YOUR ASSIGNMENT. What you give back should match the records word for word.

Stored data

▬▬▬▬▬▬

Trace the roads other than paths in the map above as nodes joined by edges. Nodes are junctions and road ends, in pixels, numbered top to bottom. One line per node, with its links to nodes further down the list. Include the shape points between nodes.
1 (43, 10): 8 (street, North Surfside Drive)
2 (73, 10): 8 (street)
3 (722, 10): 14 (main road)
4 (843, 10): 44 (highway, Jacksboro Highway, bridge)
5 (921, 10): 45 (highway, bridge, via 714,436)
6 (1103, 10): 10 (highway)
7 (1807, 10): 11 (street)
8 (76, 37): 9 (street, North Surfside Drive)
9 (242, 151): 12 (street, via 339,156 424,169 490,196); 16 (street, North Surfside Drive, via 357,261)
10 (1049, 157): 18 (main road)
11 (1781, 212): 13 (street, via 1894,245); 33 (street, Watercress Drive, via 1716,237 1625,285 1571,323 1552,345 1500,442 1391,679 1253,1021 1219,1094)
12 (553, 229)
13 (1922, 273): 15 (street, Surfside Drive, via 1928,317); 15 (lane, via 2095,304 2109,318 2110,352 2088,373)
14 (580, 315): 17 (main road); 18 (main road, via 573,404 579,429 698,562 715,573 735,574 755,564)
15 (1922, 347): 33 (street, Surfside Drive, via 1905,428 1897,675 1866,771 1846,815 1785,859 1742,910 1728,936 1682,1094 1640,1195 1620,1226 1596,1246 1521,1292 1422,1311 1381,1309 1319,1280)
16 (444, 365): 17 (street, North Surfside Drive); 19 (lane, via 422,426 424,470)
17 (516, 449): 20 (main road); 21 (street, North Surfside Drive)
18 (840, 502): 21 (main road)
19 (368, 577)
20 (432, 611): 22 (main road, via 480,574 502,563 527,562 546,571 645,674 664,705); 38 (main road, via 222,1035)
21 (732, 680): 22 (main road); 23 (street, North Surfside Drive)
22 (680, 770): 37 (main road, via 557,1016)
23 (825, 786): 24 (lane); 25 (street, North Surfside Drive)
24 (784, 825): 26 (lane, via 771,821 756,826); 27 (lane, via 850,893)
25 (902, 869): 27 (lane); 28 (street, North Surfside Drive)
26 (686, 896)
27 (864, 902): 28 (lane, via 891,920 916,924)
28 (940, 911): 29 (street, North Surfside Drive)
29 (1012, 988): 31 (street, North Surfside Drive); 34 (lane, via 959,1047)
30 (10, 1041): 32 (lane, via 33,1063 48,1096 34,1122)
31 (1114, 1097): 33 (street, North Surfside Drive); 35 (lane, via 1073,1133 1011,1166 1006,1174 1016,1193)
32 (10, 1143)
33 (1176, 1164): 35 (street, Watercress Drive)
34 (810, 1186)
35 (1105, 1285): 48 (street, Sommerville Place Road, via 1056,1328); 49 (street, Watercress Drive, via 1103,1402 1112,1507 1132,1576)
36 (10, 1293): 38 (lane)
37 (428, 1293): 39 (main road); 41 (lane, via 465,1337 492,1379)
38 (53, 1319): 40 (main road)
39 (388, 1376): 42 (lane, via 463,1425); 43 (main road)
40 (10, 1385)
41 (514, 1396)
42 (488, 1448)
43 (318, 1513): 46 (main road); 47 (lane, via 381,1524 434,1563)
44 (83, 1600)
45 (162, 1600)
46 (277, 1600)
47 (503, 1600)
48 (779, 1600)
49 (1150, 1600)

▬▬▬▬▬▬

TASK RESPONSE.
Trace the roads other than paths in the map above as nodes joined by edges. Nodes are junctions and road ends, in pixels, numbered top to bottom. One line per node, with its links to nodes further down the list. Include the shape points between nodes.
1 (43, 10): 8 (street, North Surfside Drive)
2 (73, 10): 8 (street)
3 (722, 10): 14 (main road)
4 (843, 10): 44 (highway, Jacksboro Highway, bridge)
5 (921, 10): 45 (highway, bridge, via 714,436)
6 (1103, 10): 10 (highway)
7 (1807, 10): 11 (street)
8 (76, 37): 9 (street, North Surfside Drive)
9 (242, 151): 12 (street, via 339,156 424,169 490,196); 16 (street, North Surfside Drive, via 357,261)
10 (1049, 157): 18 (main road)
11 (1781, 212): 13 (street, via 1894,245); 33 (street, Watercress Drive, via 1716,237 1625,285 1571,323 1552,345 1500,442 1391,679 1253,1021 1219,1094)
12 (553, 229)
13 (1922, 273): 15 (street, Surfside Drive, via 1928,317); 15 (lane, via 2095,304 2109,318 2110,352 2088,373)
14 (580, 315): 17 (main road); 18 (main road, via 573,404 579,429 698,562 715,573 735,574 755,564)
15 (1922, 347): 33 (street, Surfside Drive, via 1905,428 1897,675 1866,771 1846,815 1785,859 1742,910 1728,936 1682,1094 1640,1195 1620,1226 1596,1246 1521,1292 1422,1311 1381,1309 1319,1280)
16 (444, 365): 17 (street, North Surfside Drive); 19 (lane, via 422,426 424,470)
17 (516, 449): 20 (main road); 21 (street, North Surfside Drive)
18 (840, 502): 21 (main road)
19 (368, 577)
20 (432, 611): 22 (main road, via 480,574 502,563 527,562 546,571 645,674 664,705); 38 (main road, via 222,1035)
21 (732, 680): 22 (main road); 23 (street, North Surfside Drive)
22 (680, 770): 37 (main road, via 557,1016)
23 (825, 786): 24 (lane); 25 (street, North Surfside Drive)
24 (784, 825): 26 (lane, via 771,821 756,826); 27 (lane, via 850,893)
25 (902, 869): 27 (lane); 28 (street, North Surfside Drive)
26 (686, 896)
27 (864, 902): 28 (lane, via 891,920 916,924)
28 (940, 911): 29 (street, North Surfside Drive)
29 (1012, 988): 31 (street, North Surfside Drive); 34 (lane, via 959,1047)
30 (10, 1041): 32 (lane, via 33,1063 48,1096 34,1122)
31 (1114, 1097): 33 (street, North Surfside Drive); 35 (lane, via 1073,1133 1011,1166 1006,1174 1016,1193)
32 (10, 1143)
33 (1176, 1164): 35 (street, Watercress Drive)
34 (810, 1186)
35 (1105, 1285): 48 (street, Sommerville Place Road, via 1056,1328); 49 (street, Watercress Drive, via 1103,1402 1112,1507 1132,1576)
36 (10, 1293): 38 (lane)
37 (428, 1293): 39 (main road); 41 (lane, via 465,1337 492,1379)
38 (53, 1319): 40 (main road)
39 (388, 1376): 42 (lane, via 463,1425); 43 (main road)
40 (10, 1385)
41 (514, 1396)
42 (488, 1448)
43 (318, 1513): 46 (main road); 47 (lane, via 381,1524 434,1563)
44 (83, 1600)
45 (162, 1600)
46 (277, 1600)
47 (503, 1600)
48 (779, 1600)
49 (1150, 1600)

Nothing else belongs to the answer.